Contribution of Na+ and membrane depolarization to contraction induced by adrenaline in the guinea pig vas deferens.

The contribution of Na+ and membrane depolarization to biphasic contractions induced by adrenaline were investigated in the smooth muscle of guinea pig vas deferens. Adrenaline (5 X 10(-6) M) produced an initial small contraction (first contraction) followed by a large tonic contraction (second contraction) with subsequent rhythmic activity. The entire response to adrenaline was largely inhibited by phentolamine (5 X 10(-6) M). By adding an appropriate concentration of Mn2+ (2 X 10(-4) M) or nifedipine (3 X 10(-7) M), a Ca2+ blocker, the second contraction was strongly reduced, accompanied by abolishment of the rhythmic contraction, whereas the first contraction was virtually unaffected.
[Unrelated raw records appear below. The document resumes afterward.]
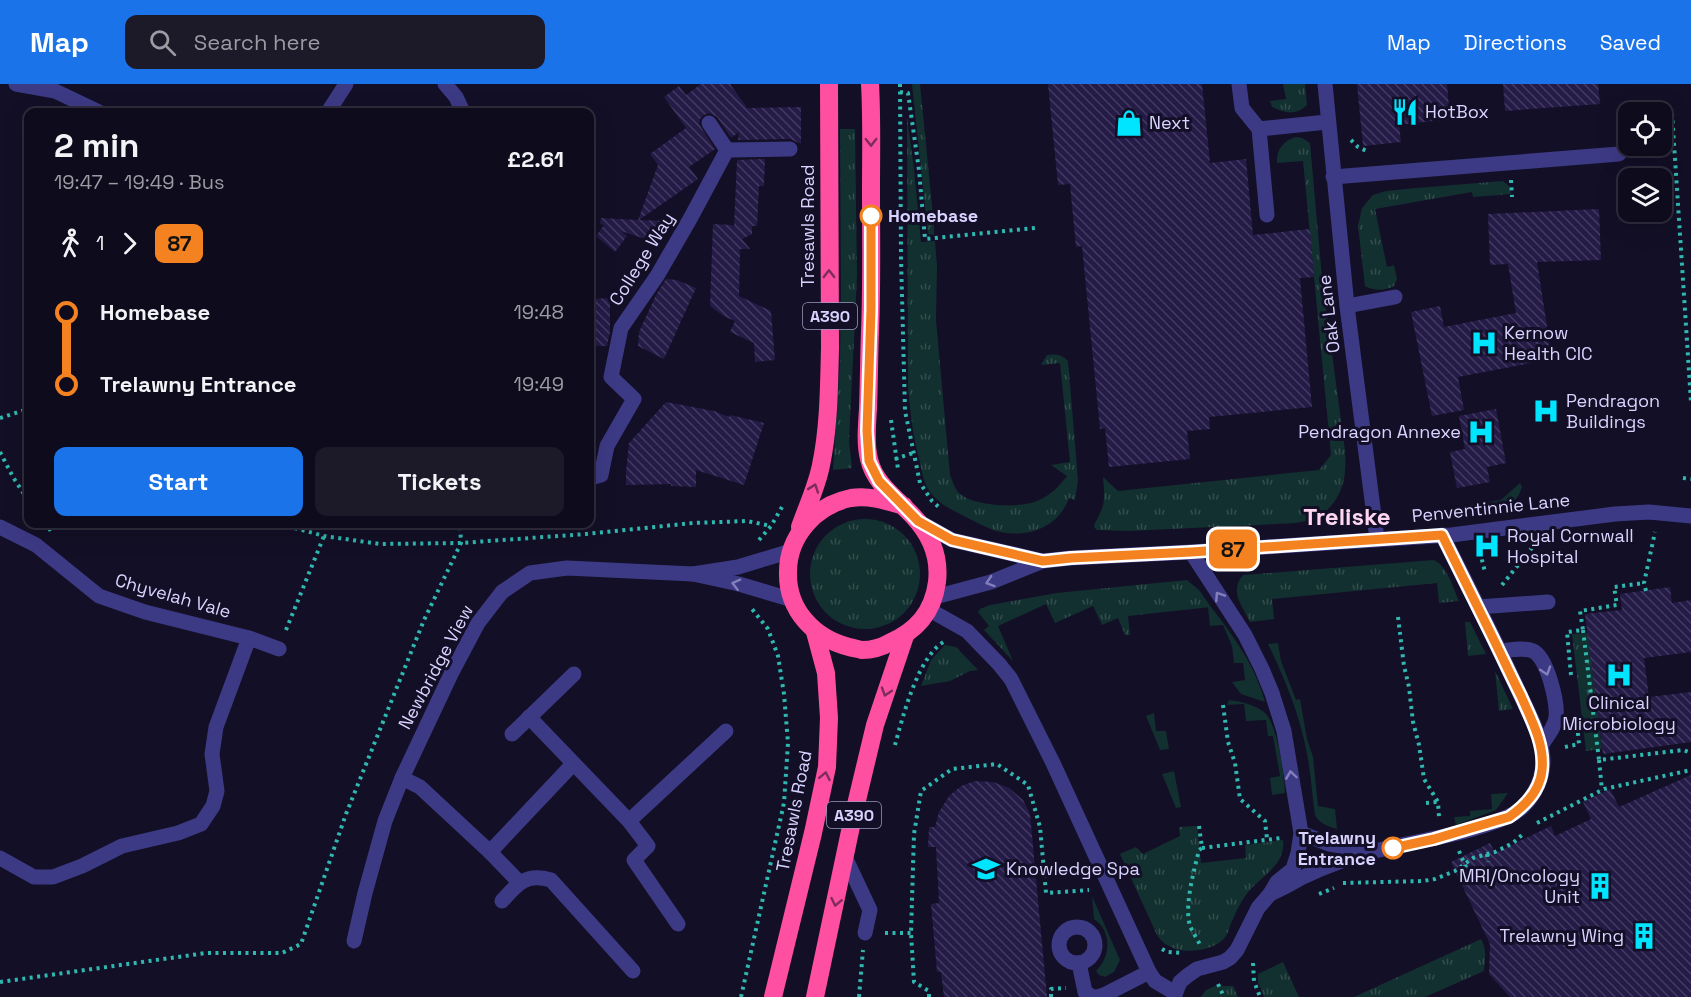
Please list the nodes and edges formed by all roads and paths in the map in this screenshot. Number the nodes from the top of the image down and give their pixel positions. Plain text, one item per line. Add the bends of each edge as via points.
1 (16, 84) edge
2 (346, 84) edge
3 (446, 84) edge
4 (829, 84) edge
5 (870, 84) edge
6 (900, 84) edge
7 (1239, 84) edge
8 (1324, 84) edge
9 (56, 88) edge
10 (900, 93) junction
11 (92, 108) edge
12 (331, 108) edge
13 (461, 108) edge
14 (1672, 113) dead end
15 (1328, 122) junction
16 (709, 123) dead end
17 (1259, 129) junction
18 (1348, 137) dead end
19 (790, 149) dead end
20 (727, 150) junction
21 (1377, 154) dead end
22 (1618, 154) edge
23 (1333, 177) junction
24 (1511, 177) dead end
25 (1512, 196) dead end
26 (1267, 215) dead end
27 (1035, 228) dead end
28 (1395, 297) dead end
29 (1347, 306) junction
30 (1691, 402) edge
31 (24, 411) edge
32 (0, 418) edge
33 (0, 452) edge
34 (594, 477) edge
35 (1683, 478) dead end
36 (1691, 479) edge
37 (24, 494) edge
38 (783, 506) dead end
39 (904, 506) junction
40 (944, 510) dead end
41 (1691, 516) edge
42 (918, 521) junction
43 (771, 526) junction
44 (0, 527) edge
45 (295, 528) edge
46 (460, 528) edge
47 (1655, 532) dead end
48 (1442, 535) junction
49 (324, 536) junction
50 (1377, 539) junction
51 (461, 543) junction
52 (1536, 543) dead end
53 (793, 547) junction
54 (1191, 552) junction
55 (1043, 561) junction
56 (738, 567) junction
57 (693, 574) junction
58 (1644, 583) junction
59 (739, 584) junction
60 (1500, 588) dead end
61 (1646, 591) dead end
62 (793, 600) junction
63 (1548, 602) dead end
64 (932, 603) junction
65 (1478, 607) junction
66 (1398, 616) dead end
67 (1583, 630) junction
68 (815, 632) junction
69 (905, 636) junction
70 (249, 638) junction
71 (951, 641) dead end
72 (279, 649) joint
73 (1500, 651) junction
74 (574, 674) dead end
75 (1572, 677) dead end
76 (1223, 705) dead end
77 (529, 717) junction
78 (1576, 722) dead end
79 (726, 731) dead end
80 (512, 735) dead end
81 (895, 746) dead end
82 (1540, 746) junction
83 (1562, 750) dead end
84 (1691, 751) edge
85 (1599, 760) junction
86 (572, 765) junction
87 (1691, 770) edge
88 (402, 778) junction
89 (1602, 790) junction
90 (1438, 802) junction
91 (1426, 803) dead end
92 (1545, 811) dead end
93 (1546, 818) junction
94 (629, 822) junction
95 (1440, 824) dead end
96 (1199, 826) dead end
97 (1301, 833) junction
98 (1267, 840) junction
99 (1202, 848) junction
100 (1375, 851) junction
101 (490, 852) junction
102 (1487, 854) junction
103 (845, 857) junction
104 (0, 858) edge
105 (1488, 862) dead end
106 (519, 882) junction
107 (1094, 889) dead end
108 (1270, 894) junction
109 (1312, 896) dead end
110 (502, 901) dead end
111 (678, 924) dead end
112 (865, 933) dead end
113 (354, 941) dead end
114 (1160, 947) dead end
115 (1197, 953) dead end
116 (1189, 954) dead end
117 (1253, 960) dead end
118 (1079, 963) dead end
119 (633, 971) dead end
120 (1149, 972) junction
121 (0, 982) edge
122 (1175, 995) edge
123 (741, 997) edge
124 (773, 997) edge
125 (815, 997) edge
126 (930, 997) edge
127 (1095, 997) edge
128 (1260, 997) edge

1 - 9 street
2 - 12 street
3 - 13 street
53 -> 4 highway, Tresawls Road / A390 via 816,486 826,428 830,348
5 -> 39 highway, A390 via 868,449 879,481
6 - 10 path
7 - 17 street via 1242,108
8 - 15 street, Oak Lane
9 - 11 street
10 - 27 path via 908,93 925,238
10 - 40 path via 905,411 920,483
14 - 30 path
15 - 17 street
15 - 23 street, Oak Lane
16 - 20 street
17 - 26 street
18 - 21 path via 1358,147
19 - 20 street
20 - 34 street, College Way via 663,267 621,328 611,377 634,399 607,446 601,475
22 - 23 street
23 - 29 street, Oak Lane
24 - 25 path
28 - 29 street
29 - 50 street, Oak Lane
31 - 32 path
33 - 37 path
35 - 36 path
38 - 43 path
39 - 42 highway, A390
39 - 53 highway, A390 via 876,498 851,498 827,506 807,522
41 - 48 street, Penventinnie Lane via 1660,512 1615,514
42 - 55 street, Penventinnie Lane via 952,540
42 - 64 highway, A390 via 932,542 939,567
43 - 51 path via 747,520
43 - 56 path via 736,557
44 - 70 street, Chyvelah Vale via 36,545 99,596 145,612
45 - 49 path
46 - 51 path
47 - 58 path
48 - 50 street, Penventinnie Lane
48 - 65 street
49 - 51 path via 380,544
49 - 72 path
50 - 54 street, Penventinnie Lane
51 - 121 path via 384,718 301,944 282,953 206,953
52 - 60 path
53 - 56 street, Newbridge View
53 - 62 highway, A390 via 788,581
54 - 55 street, Penventinnie Lane
97 -> 54 street via 1284,731 1272,693 1245,635
55 -> 64 street, Penventinnie Lane
56 - 57 street, Newbridge View
59 -> 57 street, Newbridge View
57 - 88 street, Newbridge View via 567,568 530,573 502,592 478,623
58 - 61 path
58 - 67 path via 1614,587 1617,605 1580,611
59 - 62 street, Newbridge View
59 - 123 path via 738,593 768,629 778,656 788,743 784,803
62 - 68 highway, A390
63 - 65 street
64 - 69 highway, A390 via 918,625
64 - 120 street via 967,631 1011,679
65 - 73 street
66 - 90 path via 1424,779
67 - 75 path via 1567,632
67 - 85 path
68 - 69 highway, A390 via 836,644 863,650
124 -> 68 highway, Tresawls Road / A390 via 827,767 830,718 826,673
69 -> 103 highway, A390 via 875,725
70 - 72 street, Chyvelah Vale
70 - 104 street, Chyvelah Vale via 216,727 212,754 217,791 201,824 122,846 53,876 34,877
71 - 81 path via 936,646 926,659
73 - 82 street
73 -> 82 street via 1533,651 1546,668 1557,716
74 - 77 street
76 - 98 path via 1240,799 1265,821
77 - 80 street
77 - 86 street
78 - 83 path via 1579,744
79 - 94 street
82 - 100 street via 1539,782 1527,802 1509,817 1428,841
84 - 85 path
85 - 89 path
86 - 94 street
86 - 101 street
87 - 89 path
88 - 101 street via 420,787
88 - 113 street, Newbridge View via 386,820
89 - 93 path
90 - 91 path
90 - 95 path
92 - 93 path
93 - 102 path via 1529,826 1513,843
94 - 111 street via 648,846 634,860
96 - 99 path
97 - 98 path
97 - 100 street via 1329,844
97 - 108 street via 1293,869
98 - 99 path
99 - 115 path via 1188,915 1204,952
100 - 108 street via 1322,868
101 - 106 street
102 - 105 path
102 - 109 path via 1430,880 1345,883
103 - 112 street via 870,910
103 -> 125 highway, A390
106 - 110 street
106 - 119 street via 531,877 551,880
107 - 126 path via 1046,893 1040,827 1028,785 997,764 952,769 921,791 914,834 914,982 929,991
108 - 122 street via 1252,917 1230,958 1197,969 1180,982
114 - 116 path via 1167,952
117 - 128 path
118 - 127 street via 1085,992
120 - 122 street
120 - 127 street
However, the first contraction was markedly suppressed by a higher concentration of Mn2+. All contractions produced by adrenaline were greatly reduced in Ca2+-free solution containing 0.5 mM EGTA. By lowering external Na+ concentration, the first contraction was markedly increased without greatly affecting the second contraction. By exposure to Na+-free isotonic high K+ solution, which elicited a greater depolarization of the membrane, the first contraction produced by adrenaline was also greatly potentiated, while the second and rhythmic contractions were eliminated. These results suggest that the adrenaline-evoked first contraction may be due to an influx of membrane bound Ca2+ which is independent of membrane depolarization, while the second (rhythmic) contraction is due to an influx of extracellular Ca2+ which is dependent upon depolarization.